(Collection entries)

################

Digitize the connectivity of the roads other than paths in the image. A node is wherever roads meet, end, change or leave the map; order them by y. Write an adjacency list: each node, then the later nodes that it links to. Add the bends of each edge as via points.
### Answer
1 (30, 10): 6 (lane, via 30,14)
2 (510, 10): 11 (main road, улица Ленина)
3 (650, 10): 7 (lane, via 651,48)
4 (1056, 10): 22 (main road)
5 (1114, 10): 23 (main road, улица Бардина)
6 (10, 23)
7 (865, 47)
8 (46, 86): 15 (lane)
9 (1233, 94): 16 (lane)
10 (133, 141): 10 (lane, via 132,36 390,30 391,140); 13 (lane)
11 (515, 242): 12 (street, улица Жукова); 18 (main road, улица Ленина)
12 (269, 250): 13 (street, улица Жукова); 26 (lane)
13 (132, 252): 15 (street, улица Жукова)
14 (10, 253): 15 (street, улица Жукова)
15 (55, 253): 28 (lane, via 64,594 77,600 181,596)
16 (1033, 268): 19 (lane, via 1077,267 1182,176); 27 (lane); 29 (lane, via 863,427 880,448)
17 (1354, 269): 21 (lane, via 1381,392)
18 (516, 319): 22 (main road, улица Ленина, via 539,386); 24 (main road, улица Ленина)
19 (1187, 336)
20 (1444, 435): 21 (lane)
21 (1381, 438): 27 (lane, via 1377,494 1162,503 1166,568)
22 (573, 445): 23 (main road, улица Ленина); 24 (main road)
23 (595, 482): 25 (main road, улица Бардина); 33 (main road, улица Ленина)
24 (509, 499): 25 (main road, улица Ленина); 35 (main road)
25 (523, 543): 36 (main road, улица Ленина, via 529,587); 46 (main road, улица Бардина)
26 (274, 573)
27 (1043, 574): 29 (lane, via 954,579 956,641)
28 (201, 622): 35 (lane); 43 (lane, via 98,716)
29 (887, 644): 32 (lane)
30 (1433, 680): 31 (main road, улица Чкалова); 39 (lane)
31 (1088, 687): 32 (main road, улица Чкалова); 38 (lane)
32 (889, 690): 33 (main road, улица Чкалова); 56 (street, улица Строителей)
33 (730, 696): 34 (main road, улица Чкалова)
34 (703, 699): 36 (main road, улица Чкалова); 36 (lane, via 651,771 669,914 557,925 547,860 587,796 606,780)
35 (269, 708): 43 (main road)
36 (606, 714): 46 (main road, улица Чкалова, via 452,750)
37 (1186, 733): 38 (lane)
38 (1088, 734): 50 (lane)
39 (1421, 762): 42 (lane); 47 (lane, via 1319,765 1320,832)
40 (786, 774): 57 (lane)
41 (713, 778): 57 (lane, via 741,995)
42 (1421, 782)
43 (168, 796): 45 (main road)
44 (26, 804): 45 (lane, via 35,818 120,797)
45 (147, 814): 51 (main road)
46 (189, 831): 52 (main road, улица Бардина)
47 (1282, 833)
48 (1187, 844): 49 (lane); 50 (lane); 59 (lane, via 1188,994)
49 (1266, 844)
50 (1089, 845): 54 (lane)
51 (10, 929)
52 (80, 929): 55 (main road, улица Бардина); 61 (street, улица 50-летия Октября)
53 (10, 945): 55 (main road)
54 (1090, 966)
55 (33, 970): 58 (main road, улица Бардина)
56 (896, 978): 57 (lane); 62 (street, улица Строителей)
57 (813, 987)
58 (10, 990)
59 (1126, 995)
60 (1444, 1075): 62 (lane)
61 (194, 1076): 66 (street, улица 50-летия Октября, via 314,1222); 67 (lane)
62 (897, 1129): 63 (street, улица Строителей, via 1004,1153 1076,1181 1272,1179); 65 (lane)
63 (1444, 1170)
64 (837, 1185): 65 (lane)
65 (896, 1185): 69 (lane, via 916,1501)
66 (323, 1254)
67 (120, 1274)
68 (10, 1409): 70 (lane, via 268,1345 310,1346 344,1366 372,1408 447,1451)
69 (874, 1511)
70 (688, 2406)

################

* [Work required]:
Transcribe every line above, character for character.

* [Response box]:
Digitize the connectivity of the roads other than paths in the image. A node is wherever roads meet, end, change or leave the map; order them by y. Write an adjacency list: each node, then the later nodes that it links to. Add the bends of each edge as via points.
### Answer
1 (30, 10): 6 (lane, via 30,14)
2 (510, 10): 11 (main road, улица Ленина)
3 (650, 10): 7 (lane, via 651,48)
4 (1056, 10): 22 (main road)
5 (1114, 10): 23 (main road, улица Бардина)
6 (10, 23)
7 (865, 47)
8 (46, 86): 15 (lane)
9 (1233, 94): 16 (lane)
10 (133, 141): 10 (lane, via 132,36 390,30 391,140); 13 (lane)
11 (515, 242): 12 (street, улица Жукова); 18 (main road, улица Ленина)
12 (269, 250): 13 (street, улица Жукова); 26 (lane)
13 (132, 252): 15 (street, улица Жукова)
14 (10, 253): 15 (street, улица Жукова)
15 (55, 253): 28 (lane, via 64,594 77,600 181,596)
16 (1033, 268): 19 (lane, via 1077,267 1182,176); 27 (lane); 29 (lane, via 863,427 880,448)
17 (1354, 269): 21 (lane, via 1381,392)
18 (516, 319): 22 (main road, улица Ленина, via 539,386); 24 (main road, улица Ленина)
19 (1187, 336)
20 (1444, 435): 21 (lane)
21 (1381, 438): 27 (lane, via 1377,494 1162,503 1166,568)
22 (573, 445): 23 (main road, улица Ленина); 24 (main road)
23 (595, 482): 25 (main road, улица Бардина); 33 (main road, улица Ленина)
24 (509, 499): 25 (main road, улица Ленина); 35 (main road)
25 (523, 543): 36 (main road, улица Ленина, via 529,587); 46 (main road, улица Бардина)
26 (274, 573)
27 (1043, 574): 29 (lane, via 954,579 956,641)
28 (201, 622): 35 (lane); 43 (lane, via 98,716)
29 (887, 644): 32 (lane)
30 (1433, 680): 31 (main road, улица Чкалова); 39 (lane)
31 (1088, 687): 32 (main road, улица Чкалова); 38 (lane)
32 (889, 690): 33 (main road, улица Чкалова); 56 (street, улица Строителей)
33 (730, 696): 34 (main road, улица Чкалова)
34 (703, 699): 36 (main road, улица Чкалова); 36 (lane, via 651,771 669,914 557,925 547,860 587,796 606,780)
35 (269, 708): 43 (main road)
36 (606, 714): 46 (main road, улица Чкалова, via 452,750)
37 (1186, 733): 38 (lane)
38 (1088, 734): 50 (lane)
39 (1421, 762): 42 (lane); 47 (lane, via 1319,765 1320,832)
40 (786, 774): 57 (lane)
41 (713, 778): 57 (lane, via 741,995)
42 (1421, 782)
43 (168, 796): 45 (main road)
44 (26, 804): 45 (lane, via 35,818 120,797)
45 (147, 814): 51 (main road)
46 (189, 831): 52 (main road, улица Бардина)
47 (1282, 833)
48 (1187, 844): 49 (lane); 50 (lane); 59 (lane, via 1188,994)
49 (1266, 844)
50 (1089, 845): 54 (lane)
51 (10, 929)
52 (80, 929): 55 (main road, улица Бардина); 61 (street, улица 50-летия Октября)
53 (10, 945): 55 (main road)
54 (1090, 966)
55 (33, 970): 58 (main road, улица Бардина)
56 (896, 978): 57 (lane); 62 (street, улица Строителей)
57 (813, 987)
58 (10, 990)
59 (1126, 995)
60 (1444, 1075): 62 (lane)
61 (194, 1076): 66 (street, улица 50-летия Октября, via 314,1222); 67 (lane)
62 (897, 1129): 63 (street, улица Строителей, via 1004,1153 1076,1181 1272,1179); 65 (lane)
63 (1444, 1170)
64 (837, 1185): 65 (lane)
65 (896, 1185): 69 (lane, via 916,1501)
66 (323, 1254)
67 (120, 1274)
68 (10, 1409): 70 (lane, via 268,1345 310,1346 344,1366 372,1408 447,1451)
69 (874, 1511)
70 (688, 2406)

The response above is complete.